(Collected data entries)
BEGIN
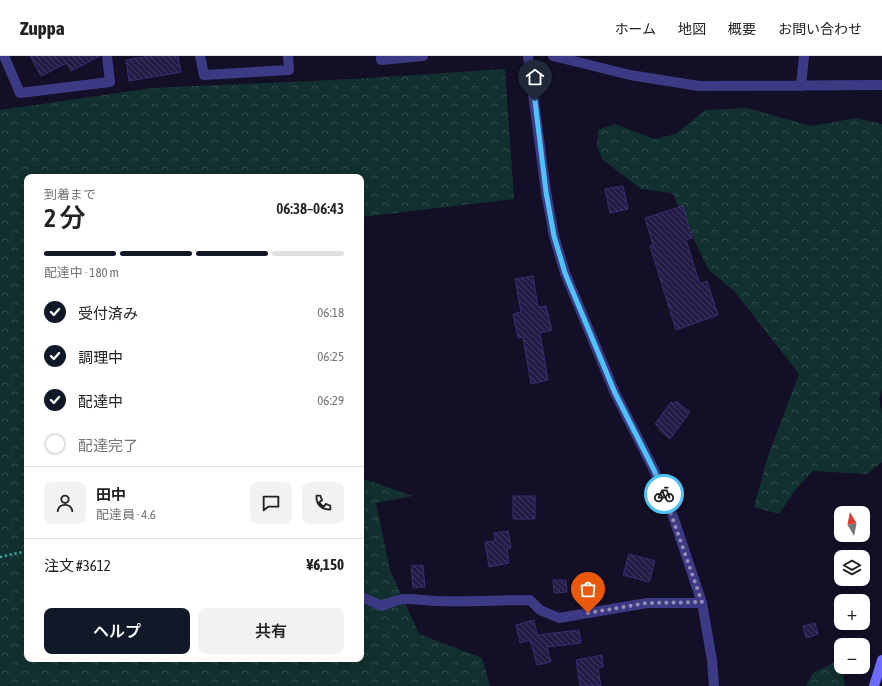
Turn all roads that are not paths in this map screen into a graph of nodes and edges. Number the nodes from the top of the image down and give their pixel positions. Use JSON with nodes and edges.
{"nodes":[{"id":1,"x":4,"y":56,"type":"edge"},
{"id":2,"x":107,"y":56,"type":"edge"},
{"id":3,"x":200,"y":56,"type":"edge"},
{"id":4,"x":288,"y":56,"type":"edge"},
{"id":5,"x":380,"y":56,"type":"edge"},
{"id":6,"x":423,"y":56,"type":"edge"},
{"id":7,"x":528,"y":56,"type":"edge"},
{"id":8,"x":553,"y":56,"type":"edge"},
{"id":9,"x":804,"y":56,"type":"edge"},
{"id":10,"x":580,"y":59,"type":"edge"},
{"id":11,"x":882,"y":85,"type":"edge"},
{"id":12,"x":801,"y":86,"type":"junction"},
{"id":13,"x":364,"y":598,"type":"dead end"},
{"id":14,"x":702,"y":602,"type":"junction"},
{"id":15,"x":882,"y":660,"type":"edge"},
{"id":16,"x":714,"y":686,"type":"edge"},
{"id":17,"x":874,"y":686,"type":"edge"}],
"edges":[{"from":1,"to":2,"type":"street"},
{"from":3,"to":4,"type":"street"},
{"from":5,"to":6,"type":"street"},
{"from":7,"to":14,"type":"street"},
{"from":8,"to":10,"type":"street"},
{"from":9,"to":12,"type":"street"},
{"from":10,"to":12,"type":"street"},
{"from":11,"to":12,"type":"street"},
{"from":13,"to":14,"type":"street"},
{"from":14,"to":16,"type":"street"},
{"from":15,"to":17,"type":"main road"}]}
END
BEGIN
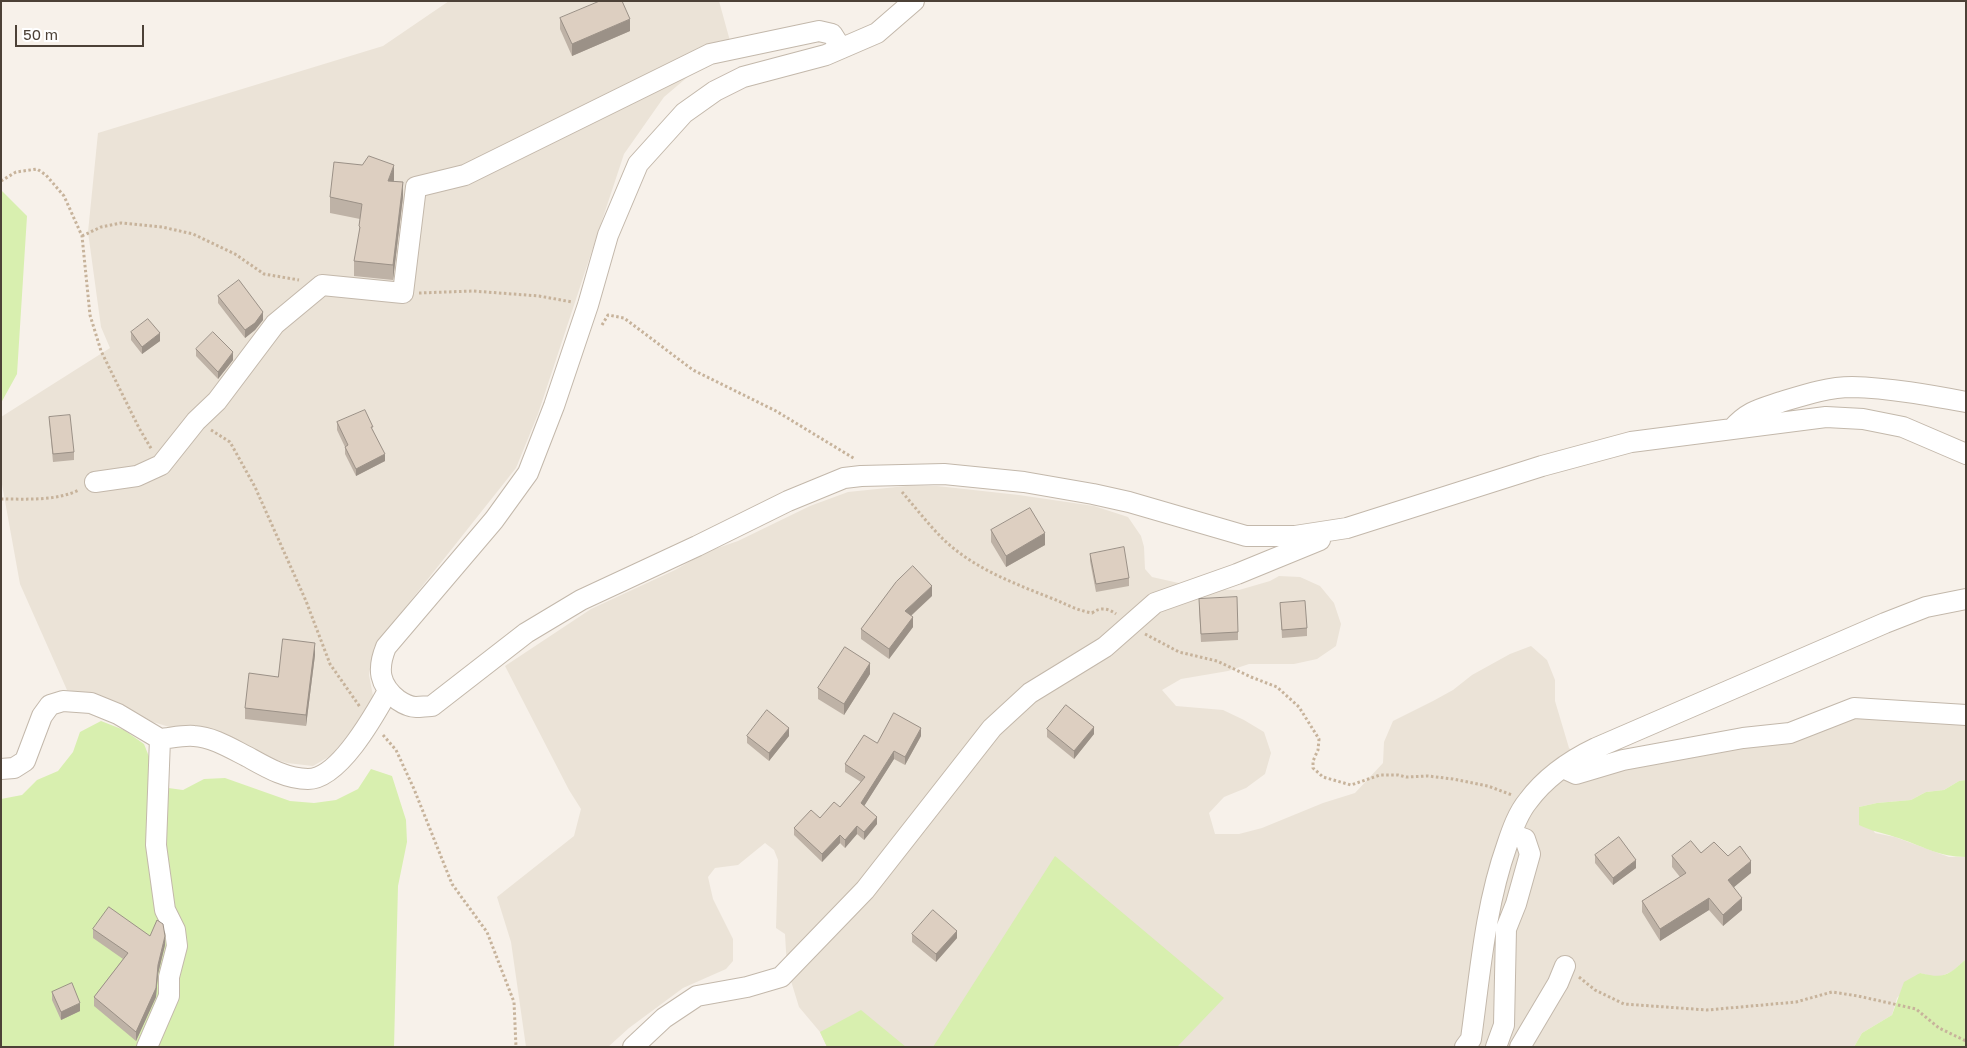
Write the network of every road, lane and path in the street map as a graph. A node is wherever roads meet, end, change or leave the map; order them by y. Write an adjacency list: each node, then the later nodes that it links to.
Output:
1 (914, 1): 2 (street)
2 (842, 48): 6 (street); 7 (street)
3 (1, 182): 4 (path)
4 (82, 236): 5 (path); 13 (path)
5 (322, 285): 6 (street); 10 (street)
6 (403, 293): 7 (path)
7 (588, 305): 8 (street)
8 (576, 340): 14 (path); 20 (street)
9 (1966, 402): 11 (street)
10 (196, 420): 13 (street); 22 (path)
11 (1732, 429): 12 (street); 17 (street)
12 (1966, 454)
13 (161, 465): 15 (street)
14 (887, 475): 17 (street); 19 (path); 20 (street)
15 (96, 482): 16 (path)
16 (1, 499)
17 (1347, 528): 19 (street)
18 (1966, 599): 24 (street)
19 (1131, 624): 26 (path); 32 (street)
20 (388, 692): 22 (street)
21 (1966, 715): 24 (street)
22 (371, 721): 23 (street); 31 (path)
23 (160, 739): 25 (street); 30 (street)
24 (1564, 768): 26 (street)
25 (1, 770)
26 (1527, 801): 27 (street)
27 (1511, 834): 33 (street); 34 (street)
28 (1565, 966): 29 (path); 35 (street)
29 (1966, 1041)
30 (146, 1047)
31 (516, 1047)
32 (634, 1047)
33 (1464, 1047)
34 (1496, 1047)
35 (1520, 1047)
END
BEGIN
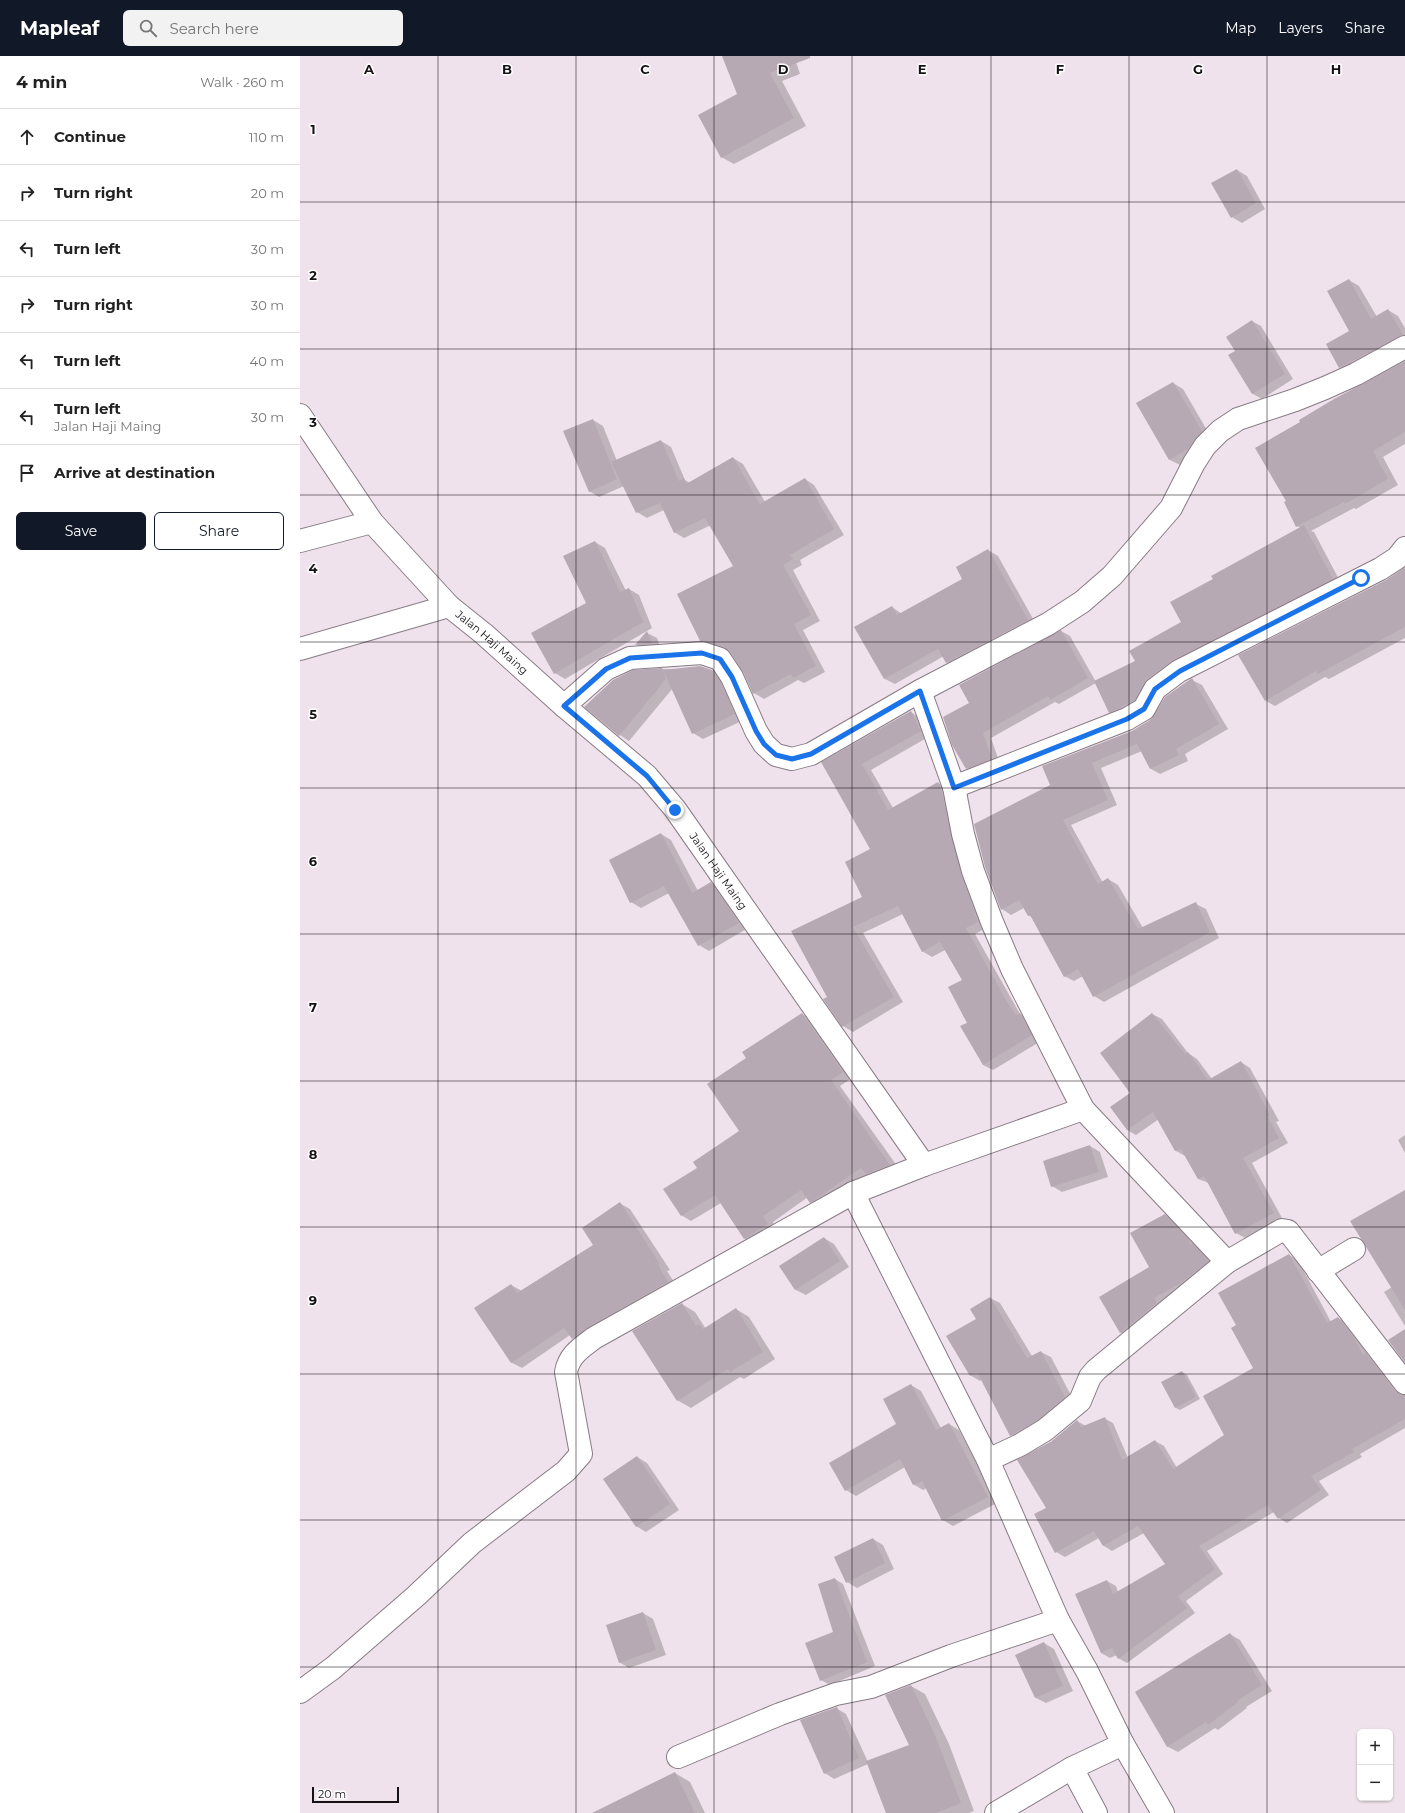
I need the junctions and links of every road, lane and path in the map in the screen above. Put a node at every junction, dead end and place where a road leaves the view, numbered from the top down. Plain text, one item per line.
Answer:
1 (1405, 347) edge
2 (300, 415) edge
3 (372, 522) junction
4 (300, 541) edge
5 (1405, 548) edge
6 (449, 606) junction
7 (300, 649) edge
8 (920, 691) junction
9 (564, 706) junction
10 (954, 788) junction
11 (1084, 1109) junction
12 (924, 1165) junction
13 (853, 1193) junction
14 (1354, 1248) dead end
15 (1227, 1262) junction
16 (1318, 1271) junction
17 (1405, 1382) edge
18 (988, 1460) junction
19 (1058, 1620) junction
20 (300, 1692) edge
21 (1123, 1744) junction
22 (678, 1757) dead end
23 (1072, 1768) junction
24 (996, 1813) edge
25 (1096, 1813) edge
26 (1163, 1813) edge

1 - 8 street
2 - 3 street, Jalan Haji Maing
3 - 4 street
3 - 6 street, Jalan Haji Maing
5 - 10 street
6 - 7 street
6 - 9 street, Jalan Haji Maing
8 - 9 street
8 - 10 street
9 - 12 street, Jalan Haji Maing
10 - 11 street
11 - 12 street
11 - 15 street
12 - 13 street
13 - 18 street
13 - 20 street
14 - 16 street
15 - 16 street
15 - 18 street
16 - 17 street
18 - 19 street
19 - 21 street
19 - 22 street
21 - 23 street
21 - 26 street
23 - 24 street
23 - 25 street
END
Task requirements: Every line above that includes the word "links" must appear in the answer.

Result of this exercise:
Write the network of every road, lane and path in the street map as a graph. A node is wherever roads meet, end, change or leave the map; order them by y. Write an adjacency list: each node, then the later nodes that it links to.
I need the junctions and links of every road, lane and path in the map in the screen above. Put a node at every junction, dead end and place where a road leaves the view, numbered from the top down. Plain text, one item per line.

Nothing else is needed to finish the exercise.